For some men with nonobstructive azoospermia, we can restore sperm to the semen. But when that is not possible, we identify small pockets of your testicles still producing sperm—not enough to enter your reproductive tract, but still enough to help you become a biological father. That is the case even though each of your testicles may only contain a few sperm.
Sperm extraction: What to expect
The goal is to minimize risk to your testicles while still providing the best chance to find sperm. We accomplish that by routinely combining two leading technologies:
We use the recovered sperm to fertilize your partner's eggs, either through in vitro fertilization (IVF) or intra-cytoplasmic sperm injection (ICSI)—a procedure that only requires a single sperm. Our partners have world-renowned expertise in examining testicular tissue to identify sperm and using it to fertilize eggs. Extraction is also an option for men with obstructive azoospermia who wish to avoid corrective surgery—because of their higher number of sperm we offer them similar, less invasive procedures.

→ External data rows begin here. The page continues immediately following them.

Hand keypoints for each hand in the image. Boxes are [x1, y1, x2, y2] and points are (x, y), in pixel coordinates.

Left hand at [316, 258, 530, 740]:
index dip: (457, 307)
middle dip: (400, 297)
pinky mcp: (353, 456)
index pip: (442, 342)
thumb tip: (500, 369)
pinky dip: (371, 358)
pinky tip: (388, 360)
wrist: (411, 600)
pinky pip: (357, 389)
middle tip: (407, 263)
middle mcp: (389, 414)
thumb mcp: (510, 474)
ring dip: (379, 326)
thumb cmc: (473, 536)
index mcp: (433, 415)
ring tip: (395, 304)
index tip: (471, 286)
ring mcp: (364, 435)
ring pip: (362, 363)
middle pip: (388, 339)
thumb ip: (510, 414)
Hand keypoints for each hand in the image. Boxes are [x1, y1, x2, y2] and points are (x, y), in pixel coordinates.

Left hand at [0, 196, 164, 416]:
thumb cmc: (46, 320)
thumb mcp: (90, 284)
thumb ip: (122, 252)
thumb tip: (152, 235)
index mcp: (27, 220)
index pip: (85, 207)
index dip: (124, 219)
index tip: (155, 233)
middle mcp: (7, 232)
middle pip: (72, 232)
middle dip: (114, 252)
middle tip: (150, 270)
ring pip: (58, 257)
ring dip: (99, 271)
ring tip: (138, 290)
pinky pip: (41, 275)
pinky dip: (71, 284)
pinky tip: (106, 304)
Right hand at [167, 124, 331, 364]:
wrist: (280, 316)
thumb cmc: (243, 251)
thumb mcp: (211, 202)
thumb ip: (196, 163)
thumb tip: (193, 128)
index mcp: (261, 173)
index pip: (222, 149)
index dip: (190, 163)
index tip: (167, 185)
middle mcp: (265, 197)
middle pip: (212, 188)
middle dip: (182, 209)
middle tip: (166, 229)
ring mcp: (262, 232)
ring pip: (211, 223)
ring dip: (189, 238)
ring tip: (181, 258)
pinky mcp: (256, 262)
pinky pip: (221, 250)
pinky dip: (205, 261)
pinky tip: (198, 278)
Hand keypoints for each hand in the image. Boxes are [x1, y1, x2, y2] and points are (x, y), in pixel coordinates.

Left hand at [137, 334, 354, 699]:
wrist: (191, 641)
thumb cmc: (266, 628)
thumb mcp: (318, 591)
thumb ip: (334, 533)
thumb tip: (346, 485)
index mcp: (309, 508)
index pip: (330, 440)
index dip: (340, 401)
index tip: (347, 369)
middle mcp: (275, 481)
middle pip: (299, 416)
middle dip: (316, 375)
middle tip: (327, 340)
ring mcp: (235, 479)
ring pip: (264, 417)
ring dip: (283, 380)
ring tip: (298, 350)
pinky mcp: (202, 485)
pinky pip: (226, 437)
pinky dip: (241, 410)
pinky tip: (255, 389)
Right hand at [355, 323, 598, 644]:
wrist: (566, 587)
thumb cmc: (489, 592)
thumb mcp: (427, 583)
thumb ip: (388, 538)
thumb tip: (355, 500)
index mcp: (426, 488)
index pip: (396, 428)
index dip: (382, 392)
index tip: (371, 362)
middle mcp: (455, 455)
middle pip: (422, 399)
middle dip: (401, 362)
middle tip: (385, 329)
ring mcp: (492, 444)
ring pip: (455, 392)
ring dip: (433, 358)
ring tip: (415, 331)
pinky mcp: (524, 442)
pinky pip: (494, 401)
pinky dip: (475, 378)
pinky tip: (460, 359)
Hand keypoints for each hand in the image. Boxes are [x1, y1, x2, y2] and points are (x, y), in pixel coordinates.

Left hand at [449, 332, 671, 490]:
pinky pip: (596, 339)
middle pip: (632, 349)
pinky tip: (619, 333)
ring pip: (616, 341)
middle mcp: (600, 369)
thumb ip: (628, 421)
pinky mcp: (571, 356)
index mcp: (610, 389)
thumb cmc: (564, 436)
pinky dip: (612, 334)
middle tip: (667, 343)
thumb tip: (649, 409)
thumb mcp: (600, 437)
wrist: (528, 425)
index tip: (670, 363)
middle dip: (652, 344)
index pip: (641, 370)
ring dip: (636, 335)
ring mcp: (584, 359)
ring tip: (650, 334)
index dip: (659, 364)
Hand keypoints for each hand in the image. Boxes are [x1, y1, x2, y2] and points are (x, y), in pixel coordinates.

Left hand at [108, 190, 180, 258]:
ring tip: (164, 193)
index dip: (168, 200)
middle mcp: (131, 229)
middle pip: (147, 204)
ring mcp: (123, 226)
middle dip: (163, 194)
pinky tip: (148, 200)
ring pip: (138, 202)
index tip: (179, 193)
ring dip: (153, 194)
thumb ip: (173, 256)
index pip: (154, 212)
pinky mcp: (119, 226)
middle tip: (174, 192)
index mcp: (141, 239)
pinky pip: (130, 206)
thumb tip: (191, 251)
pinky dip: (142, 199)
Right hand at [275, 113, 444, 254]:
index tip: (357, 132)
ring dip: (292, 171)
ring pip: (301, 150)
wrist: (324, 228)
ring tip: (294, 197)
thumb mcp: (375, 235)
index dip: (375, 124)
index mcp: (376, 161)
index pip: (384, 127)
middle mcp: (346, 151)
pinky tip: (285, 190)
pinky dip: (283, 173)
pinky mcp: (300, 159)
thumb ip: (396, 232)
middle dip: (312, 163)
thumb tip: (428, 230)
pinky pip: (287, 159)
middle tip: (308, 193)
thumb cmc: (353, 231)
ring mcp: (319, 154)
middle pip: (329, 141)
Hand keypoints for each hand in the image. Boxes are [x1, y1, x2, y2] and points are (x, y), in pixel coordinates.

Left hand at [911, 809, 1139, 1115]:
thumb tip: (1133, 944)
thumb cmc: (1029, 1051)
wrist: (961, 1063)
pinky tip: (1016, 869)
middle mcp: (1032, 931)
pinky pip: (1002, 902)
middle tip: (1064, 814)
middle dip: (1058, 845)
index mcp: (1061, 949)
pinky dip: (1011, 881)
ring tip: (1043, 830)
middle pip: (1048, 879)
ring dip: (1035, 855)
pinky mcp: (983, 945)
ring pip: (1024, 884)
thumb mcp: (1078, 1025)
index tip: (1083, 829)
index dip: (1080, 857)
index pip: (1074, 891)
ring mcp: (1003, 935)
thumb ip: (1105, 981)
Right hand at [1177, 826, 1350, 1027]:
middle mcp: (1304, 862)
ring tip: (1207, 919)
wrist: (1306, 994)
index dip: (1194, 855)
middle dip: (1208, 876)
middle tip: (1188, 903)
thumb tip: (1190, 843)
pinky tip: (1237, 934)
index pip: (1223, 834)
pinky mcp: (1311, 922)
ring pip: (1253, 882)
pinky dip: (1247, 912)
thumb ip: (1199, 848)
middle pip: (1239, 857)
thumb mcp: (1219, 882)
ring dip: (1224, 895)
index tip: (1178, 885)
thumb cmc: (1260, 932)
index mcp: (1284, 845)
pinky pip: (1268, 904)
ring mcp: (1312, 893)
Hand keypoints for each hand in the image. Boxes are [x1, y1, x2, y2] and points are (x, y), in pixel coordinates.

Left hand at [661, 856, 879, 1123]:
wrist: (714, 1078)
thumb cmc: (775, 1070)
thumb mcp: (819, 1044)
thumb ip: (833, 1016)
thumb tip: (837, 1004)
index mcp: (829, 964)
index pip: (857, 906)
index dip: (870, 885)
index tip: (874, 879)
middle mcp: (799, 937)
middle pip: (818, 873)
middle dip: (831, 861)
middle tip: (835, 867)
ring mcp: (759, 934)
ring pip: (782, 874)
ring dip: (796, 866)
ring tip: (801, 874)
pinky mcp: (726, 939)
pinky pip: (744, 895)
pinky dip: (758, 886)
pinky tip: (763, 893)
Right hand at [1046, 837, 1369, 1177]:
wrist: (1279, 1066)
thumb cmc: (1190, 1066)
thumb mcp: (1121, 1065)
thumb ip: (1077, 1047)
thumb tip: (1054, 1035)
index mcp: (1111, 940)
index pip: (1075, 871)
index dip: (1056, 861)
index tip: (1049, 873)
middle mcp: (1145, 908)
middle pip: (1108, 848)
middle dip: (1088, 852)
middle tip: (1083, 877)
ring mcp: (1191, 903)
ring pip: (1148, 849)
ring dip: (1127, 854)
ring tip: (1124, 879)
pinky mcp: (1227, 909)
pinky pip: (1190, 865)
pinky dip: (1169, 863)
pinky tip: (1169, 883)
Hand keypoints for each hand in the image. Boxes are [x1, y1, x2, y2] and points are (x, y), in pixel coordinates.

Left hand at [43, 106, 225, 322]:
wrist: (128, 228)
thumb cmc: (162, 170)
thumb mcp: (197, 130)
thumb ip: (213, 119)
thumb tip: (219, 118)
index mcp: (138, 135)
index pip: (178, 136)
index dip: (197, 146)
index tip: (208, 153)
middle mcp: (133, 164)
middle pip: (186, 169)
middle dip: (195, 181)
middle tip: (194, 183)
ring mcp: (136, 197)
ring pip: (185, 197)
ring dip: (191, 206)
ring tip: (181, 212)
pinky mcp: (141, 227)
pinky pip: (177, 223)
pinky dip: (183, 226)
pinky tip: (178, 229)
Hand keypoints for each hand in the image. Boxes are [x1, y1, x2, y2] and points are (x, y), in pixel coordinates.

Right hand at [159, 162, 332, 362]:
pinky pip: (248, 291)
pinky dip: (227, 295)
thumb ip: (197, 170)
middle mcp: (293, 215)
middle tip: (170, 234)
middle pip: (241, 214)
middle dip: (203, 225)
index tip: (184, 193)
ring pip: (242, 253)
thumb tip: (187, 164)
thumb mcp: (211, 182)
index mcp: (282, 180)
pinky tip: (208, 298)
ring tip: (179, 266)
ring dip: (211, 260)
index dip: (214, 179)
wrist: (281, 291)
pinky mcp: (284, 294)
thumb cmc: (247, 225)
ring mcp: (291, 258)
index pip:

Azoospermia and sperm mapping
Sperm mapping provides a minimally invasive option to identify and retrieve sperm—making recovery more efficient and limiting the need to remove testicular tissue, which does not grow back. The procedure has a very low complication rate and patients recover well, usually in a few days During mapping, multiple regions of the testicle (testis) are sampled—if we find enough usable sperm for conception, we do not need to look any further. But if we do not, we move on to a sperm extraction technique called mTESE.
Sperm extraction: mTESE
During microscope-assisted testicular sperm extraction, we use a special surgical microscope to help us retrieve testicular tissue containing sperm—either from areas already identified by mapping or from areas that appear most promising. The procedure is also called microTESE or testicular microdissection. It provides the best chance at finding usable sperm in more challenging cases, while still preserving as much testicular tissue as possible. Patients receive either general or local anesthesia during the procedure.